[The Life of Michelangelo Buonarroti by John Addington Symonds]@TWC D-Link bookThe Life of Michelangelo Buonarroti CHAPTER XII 6/88
The Marquis seems at first to have lent a not unwilling ear to these proposals, but seeing reason to doubt the success of the scheme, he finally resolved to betray Morone to Charles V., and did this with cold-blooded ingenuity.
A few months afterwards, on November 25, 1525, he died, branded as a traitor, accused of double treachery, both to his sovereign and his friend. If suspicions of her husband's guilt crossed Vittoria's mind, as we have some reason to believe they did, these were not able to destroy her loyalty and love.
Though left so young a widow and childless, she determined to consecrate her whole life to his memory and to religion. His nephew and heir, the Marchese del Vasto, became her adopted son. The Marchioness survived Pescara two-and-twenty years, which were spent partly in retirement at Ischia, partly in journeys, partly in convents at Orvieto and Viterbo, and finally in a semi-monastic seclusion at Rome.
The time spared from pious exercises she devoted to study, the composition of poetry, correspondence with illustrious men of letters, and the society of learned persons.

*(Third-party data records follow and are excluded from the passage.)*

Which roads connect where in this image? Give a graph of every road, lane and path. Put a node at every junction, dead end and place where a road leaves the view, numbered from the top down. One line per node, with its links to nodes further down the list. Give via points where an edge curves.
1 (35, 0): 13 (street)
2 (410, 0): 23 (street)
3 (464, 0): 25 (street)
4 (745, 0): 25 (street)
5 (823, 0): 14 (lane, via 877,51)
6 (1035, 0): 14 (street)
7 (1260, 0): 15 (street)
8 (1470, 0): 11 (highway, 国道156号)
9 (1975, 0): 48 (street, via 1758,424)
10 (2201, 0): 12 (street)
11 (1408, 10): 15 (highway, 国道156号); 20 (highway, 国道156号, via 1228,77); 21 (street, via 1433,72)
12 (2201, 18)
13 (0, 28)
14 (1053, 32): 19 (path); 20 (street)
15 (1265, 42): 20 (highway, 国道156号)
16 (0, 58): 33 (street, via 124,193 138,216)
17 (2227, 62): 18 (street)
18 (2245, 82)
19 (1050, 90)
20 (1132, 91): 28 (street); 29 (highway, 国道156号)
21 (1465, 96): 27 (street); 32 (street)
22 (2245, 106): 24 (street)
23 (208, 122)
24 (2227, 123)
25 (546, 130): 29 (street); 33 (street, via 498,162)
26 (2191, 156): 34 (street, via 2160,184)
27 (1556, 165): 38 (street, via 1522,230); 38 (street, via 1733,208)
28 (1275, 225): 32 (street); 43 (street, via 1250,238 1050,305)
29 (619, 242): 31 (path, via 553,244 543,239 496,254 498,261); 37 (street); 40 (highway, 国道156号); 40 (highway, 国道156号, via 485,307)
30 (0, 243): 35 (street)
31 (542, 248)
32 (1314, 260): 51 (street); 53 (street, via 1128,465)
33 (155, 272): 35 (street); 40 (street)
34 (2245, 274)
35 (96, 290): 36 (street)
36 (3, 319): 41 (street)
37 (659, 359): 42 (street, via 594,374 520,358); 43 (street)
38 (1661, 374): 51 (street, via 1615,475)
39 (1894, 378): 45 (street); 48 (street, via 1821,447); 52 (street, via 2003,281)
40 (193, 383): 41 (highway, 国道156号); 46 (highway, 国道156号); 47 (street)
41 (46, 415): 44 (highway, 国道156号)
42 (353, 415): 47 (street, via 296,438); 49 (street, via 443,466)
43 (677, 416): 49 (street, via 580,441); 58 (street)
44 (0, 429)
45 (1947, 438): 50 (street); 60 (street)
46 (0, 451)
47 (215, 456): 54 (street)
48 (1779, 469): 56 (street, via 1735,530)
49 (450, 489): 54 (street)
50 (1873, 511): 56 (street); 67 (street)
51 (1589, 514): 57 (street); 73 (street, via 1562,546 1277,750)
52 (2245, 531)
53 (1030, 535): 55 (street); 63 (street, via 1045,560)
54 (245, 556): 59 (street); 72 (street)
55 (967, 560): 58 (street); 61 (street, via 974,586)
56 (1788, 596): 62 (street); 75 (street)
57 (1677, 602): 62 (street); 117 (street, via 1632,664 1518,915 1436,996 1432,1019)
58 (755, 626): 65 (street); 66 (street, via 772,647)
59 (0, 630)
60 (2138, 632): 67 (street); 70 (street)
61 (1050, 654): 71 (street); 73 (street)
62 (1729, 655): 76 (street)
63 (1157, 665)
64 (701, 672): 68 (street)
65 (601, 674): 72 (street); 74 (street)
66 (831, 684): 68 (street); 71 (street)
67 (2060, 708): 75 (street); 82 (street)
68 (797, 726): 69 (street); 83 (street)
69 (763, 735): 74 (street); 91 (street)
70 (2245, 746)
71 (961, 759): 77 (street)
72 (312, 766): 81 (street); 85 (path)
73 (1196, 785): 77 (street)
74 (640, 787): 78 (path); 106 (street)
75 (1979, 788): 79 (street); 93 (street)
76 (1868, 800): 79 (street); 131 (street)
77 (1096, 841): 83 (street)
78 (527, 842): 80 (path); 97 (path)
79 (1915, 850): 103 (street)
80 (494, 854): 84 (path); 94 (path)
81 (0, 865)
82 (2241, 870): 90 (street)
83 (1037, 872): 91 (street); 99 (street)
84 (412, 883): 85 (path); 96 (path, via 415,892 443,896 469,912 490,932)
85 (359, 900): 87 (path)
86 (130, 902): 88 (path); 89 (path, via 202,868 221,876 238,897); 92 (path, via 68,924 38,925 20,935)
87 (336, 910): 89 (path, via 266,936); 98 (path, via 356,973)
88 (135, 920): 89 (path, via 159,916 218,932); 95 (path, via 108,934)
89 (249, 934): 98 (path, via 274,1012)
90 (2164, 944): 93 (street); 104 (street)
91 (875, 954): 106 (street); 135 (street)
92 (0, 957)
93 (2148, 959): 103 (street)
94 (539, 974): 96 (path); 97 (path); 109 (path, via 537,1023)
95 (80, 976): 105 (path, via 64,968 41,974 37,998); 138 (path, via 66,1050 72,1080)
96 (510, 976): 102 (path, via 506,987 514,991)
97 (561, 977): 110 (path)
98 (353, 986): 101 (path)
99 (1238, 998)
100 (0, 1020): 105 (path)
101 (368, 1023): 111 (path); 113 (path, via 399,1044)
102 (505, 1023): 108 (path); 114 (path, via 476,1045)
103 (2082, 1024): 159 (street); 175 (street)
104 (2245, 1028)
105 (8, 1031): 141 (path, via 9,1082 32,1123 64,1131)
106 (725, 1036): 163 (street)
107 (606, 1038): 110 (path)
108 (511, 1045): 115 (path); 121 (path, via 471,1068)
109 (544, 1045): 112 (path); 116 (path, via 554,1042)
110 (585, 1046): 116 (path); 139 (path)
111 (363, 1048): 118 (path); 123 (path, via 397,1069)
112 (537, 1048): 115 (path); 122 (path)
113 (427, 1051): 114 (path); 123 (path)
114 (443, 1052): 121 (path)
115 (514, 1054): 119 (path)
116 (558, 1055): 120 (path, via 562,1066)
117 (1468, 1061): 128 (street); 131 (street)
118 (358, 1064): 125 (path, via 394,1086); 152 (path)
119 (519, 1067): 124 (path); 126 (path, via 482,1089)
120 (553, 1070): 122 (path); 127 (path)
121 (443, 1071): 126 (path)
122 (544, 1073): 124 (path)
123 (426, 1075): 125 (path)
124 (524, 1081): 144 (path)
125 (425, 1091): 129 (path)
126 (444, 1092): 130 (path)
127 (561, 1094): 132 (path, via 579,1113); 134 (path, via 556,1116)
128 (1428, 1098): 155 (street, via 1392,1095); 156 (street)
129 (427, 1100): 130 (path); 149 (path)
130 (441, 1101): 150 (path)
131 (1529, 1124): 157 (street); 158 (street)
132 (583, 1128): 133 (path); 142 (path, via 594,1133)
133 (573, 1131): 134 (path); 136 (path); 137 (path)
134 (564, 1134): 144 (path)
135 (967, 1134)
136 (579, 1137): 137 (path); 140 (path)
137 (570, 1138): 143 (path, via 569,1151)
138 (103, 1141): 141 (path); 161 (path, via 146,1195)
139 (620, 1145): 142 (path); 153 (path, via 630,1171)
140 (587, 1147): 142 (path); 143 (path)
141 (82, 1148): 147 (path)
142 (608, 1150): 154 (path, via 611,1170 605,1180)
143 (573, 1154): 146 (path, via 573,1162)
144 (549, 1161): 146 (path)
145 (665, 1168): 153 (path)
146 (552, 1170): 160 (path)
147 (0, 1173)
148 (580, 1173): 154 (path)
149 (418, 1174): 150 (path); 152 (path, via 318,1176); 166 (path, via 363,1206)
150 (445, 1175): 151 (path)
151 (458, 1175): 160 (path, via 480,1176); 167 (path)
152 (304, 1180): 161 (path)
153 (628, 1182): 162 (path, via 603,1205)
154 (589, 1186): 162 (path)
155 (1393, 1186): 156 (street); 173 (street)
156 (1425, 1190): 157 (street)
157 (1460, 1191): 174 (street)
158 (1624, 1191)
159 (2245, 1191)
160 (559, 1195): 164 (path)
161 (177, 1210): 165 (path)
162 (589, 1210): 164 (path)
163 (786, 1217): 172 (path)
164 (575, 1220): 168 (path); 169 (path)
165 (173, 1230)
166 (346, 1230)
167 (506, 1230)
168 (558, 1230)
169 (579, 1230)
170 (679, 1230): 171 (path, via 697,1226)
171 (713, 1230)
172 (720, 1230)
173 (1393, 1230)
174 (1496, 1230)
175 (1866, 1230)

Her chief friends belonged to that group of earnest thinkers who felt the influences of the Reformation without ceasing to be loyal children of the Church. With Vittoria's name are inseparably connected those of Gasparo Contarini, Reginald Pole, Giovanni Morone, Jacopo Sadoleto, Marcantonio Flaminio, Pietro Carnesecchi, and Fra Bernardino Ochino. The last of these avowed his Lutheran principles, and was severely criticised by Vittoria Colonna for doing so.